Cette nuit-là, le système d'alerte soviétique « Oko » signale le lancement de cinq missiles balistiques américains en direction de l'URSS. Conformément au protocole, Stanislav Petrov, officier de permanence dans le bunker de Serpoukhov-15 près de Moscou, devait immédiatement transmettre l'information au haut commandement, susceptible d'ordonner une riposte nucléaire.
Mais Petrov doute. Selon lui, une véritable première frappe américaine aurait impliqué des centaines de missiles, et non seulement cinq. De plus, les radars terrestres soviétiques ne confirment pas les informations transmises par les satellites.

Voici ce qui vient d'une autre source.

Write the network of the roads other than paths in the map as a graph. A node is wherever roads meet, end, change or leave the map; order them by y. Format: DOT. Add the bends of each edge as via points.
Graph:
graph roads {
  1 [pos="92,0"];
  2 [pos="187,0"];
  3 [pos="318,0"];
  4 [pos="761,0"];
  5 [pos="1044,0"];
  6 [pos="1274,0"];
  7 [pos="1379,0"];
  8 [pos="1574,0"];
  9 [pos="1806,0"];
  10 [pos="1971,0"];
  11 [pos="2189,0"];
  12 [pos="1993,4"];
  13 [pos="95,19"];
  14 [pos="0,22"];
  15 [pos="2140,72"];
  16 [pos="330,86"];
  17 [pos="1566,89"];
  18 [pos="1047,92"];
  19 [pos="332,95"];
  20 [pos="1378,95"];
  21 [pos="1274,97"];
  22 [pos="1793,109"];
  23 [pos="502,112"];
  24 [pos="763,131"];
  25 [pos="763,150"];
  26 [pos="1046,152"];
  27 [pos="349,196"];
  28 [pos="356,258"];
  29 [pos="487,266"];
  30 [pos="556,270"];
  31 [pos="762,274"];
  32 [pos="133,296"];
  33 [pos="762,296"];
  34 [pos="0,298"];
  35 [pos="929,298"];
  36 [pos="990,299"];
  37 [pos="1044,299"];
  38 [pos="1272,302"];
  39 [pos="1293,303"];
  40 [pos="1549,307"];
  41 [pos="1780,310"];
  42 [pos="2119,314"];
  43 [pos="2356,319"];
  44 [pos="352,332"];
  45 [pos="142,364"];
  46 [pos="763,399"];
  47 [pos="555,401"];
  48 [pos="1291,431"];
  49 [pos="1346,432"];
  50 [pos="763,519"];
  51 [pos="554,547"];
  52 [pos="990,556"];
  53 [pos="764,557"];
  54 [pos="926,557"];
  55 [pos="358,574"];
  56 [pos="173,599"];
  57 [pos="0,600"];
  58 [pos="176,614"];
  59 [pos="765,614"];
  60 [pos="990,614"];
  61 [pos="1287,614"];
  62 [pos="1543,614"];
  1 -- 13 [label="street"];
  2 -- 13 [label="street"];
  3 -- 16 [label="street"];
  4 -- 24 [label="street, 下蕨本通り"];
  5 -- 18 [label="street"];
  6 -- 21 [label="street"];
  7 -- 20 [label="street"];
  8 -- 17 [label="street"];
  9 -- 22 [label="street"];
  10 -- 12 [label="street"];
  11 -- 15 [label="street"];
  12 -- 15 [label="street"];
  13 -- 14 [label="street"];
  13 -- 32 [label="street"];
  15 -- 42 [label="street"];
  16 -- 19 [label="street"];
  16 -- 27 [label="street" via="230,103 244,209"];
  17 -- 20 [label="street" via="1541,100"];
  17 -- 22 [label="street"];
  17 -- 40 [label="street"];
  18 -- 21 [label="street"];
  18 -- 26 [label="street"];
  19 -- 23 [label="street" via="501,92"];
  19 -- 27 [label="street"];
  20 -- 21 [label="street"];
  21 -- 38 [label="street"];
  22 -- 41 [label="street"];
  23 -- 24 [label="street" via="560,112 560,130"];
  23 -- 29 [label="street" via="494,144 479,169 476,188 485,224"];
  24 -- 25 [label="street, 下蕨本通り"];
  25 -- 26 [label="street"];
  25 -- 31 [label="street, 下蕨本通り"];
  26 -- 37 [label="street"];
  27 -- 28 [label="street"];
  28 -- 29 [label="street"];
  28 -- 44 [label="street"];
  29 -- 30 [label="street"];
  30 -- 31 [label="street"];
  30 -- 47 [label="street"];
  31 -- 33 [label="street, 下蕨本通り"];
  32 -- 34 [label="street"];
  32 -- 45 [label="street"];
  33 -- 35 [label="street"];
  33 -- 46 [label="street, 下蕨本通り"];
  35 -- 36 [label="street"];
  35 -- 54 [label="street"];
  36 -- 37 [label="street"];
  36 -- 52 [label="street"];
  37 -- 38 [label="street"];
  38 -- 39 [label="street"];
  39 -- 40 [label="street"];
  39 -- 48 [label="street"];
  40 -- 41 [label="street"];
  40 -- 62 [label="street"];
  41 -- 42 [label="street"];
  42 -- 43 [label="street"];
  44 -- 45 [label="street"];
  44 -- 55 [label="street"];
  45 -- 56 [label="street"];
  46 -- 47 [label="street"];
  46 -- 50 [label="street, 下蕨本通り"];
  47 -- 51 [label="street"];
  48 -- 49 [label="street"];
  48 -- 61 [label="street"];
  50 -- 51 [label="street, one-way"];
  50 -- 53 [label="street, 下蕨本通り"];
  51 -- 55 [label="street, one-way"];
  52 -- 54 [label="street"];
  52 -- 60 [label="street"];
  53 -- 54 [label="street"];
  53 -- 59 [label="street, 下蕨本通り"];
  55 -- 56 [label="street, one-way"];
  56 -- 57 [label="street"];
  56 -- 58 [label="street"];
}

Estimant qu'il s'agit d'une fausse alerte, il décide de ne pas signaler immédiatement l'attaque présumée. Quelques minutes plus tard, son intuition se révèle exacte : le système avait été victime d'une défaillance technique.
À l'époque, les tensions entre Washington et Moscou étaient particulièrement fortes, quelques semaines seulement après la destruction du vol Korean Air 007 par l'Union soviétique. Dans ce contexte explosif, une erreur d'appréciation aurait pu déclencher une escalade aux conséquences dramatiques.
Après l'incident, Stanislav Petrov est interrogé pour ne pas avoir appliqué les procédures. Bien que certains de ses supérieurs saluent son sang-froid, aucune récompense officielle ne lui est décernée, notamment pour éviter de reconnaître publiquement les failles du système d'alerte soviétique.
Son histoire ne sera révélée qu'après la chute de l'Union soviétique. Depuis, il est devenu un symbole mondial du discernement humain face aux limites de la technologie. Si les historiens débattent encore de l'impact exact de sa décision sur le risque d'une guerre nucléaire, beaucoup estiment que son choix a contribué à éviter une escalade potentiellement catastrophique.